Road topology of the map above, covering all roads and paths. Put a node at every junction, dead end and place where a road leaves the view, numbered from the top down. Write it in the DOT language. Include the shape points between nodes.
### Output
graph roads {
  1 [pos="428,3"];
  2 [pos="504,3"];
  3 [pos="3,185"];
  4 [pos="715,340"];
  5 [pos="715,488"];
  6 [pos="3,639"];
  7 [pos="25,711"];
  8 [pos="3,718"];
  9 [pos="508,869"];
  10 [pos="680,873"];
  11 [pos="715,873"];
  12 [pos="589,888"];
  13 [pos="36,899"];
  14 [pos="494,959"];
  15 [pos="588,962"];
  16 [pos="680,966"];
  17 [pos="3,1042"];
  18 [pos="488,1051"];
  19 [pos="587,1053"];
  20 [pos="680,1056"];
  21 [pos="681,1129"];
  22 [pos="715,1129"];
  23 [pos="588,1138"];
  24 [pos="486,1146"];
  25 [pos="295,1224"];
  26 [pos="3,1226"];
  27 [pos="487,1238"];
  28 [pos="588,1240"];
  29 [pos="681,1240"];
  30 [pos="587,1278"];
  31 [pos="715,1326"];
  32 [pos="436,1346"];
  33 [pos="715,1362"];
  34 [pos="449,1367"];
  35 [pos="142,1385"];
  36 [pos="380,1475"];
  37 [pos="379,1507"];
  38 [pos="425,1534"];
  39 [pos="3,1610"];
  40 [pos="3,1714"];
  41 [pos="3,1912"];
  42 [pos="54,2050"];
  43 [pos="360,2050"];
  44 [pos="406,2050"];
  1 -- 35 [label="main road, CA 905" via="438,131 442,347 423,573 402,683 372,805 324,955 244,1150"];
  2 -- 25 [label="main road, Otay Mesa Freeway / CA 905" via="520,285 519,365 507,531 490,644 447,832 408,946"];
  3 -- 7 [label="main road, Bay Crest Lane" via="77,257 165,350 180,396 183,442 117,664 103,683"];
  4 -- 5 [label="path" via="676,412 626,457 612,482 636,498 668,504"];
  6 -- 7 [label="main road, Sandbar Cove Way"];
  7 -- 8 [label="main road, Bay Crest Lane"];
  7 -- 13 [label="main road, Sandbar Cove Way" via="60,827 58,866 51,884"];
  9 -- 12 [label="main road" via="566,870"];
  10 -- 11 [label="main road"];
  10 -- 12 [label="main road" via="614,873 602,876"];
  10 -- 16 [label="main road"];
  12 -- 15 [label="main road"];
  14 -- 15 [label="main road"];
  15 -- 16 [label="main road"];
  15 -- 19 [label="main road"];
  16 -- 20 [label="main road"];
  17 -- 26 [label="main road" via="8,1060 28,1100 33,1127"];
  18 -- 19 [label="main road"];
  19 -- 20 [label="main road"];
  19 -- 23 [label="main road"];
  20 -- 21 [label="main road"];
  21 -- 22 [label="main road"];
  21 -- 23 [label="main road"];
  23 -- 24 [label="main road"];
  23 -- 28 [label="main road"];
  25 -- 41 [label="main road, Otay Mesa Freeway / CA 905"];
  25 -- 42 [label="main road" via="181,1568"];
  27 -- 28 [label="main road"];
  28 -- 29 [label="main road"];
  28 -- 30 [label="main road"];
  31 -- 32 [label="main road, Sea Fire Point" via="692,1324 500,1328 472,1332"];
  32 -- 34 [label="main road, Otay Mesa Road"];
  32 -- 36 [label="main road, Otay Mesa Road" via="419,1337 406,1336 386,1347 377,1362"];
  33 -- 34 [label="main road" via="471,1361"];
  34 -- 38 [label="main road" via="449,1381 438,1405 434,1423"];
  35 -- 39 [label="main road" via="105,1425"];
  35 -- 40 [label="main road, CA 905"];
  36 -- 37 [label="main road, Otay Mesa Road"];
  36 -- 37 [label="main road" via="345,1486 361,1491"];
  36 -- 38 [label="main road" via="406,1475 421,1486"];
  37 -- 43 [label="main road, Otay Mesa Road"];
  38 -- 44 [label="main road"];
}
======
**Task instructions**
Report how many lines in the data above contain "Sandbar", without any other words.

**Task result**
2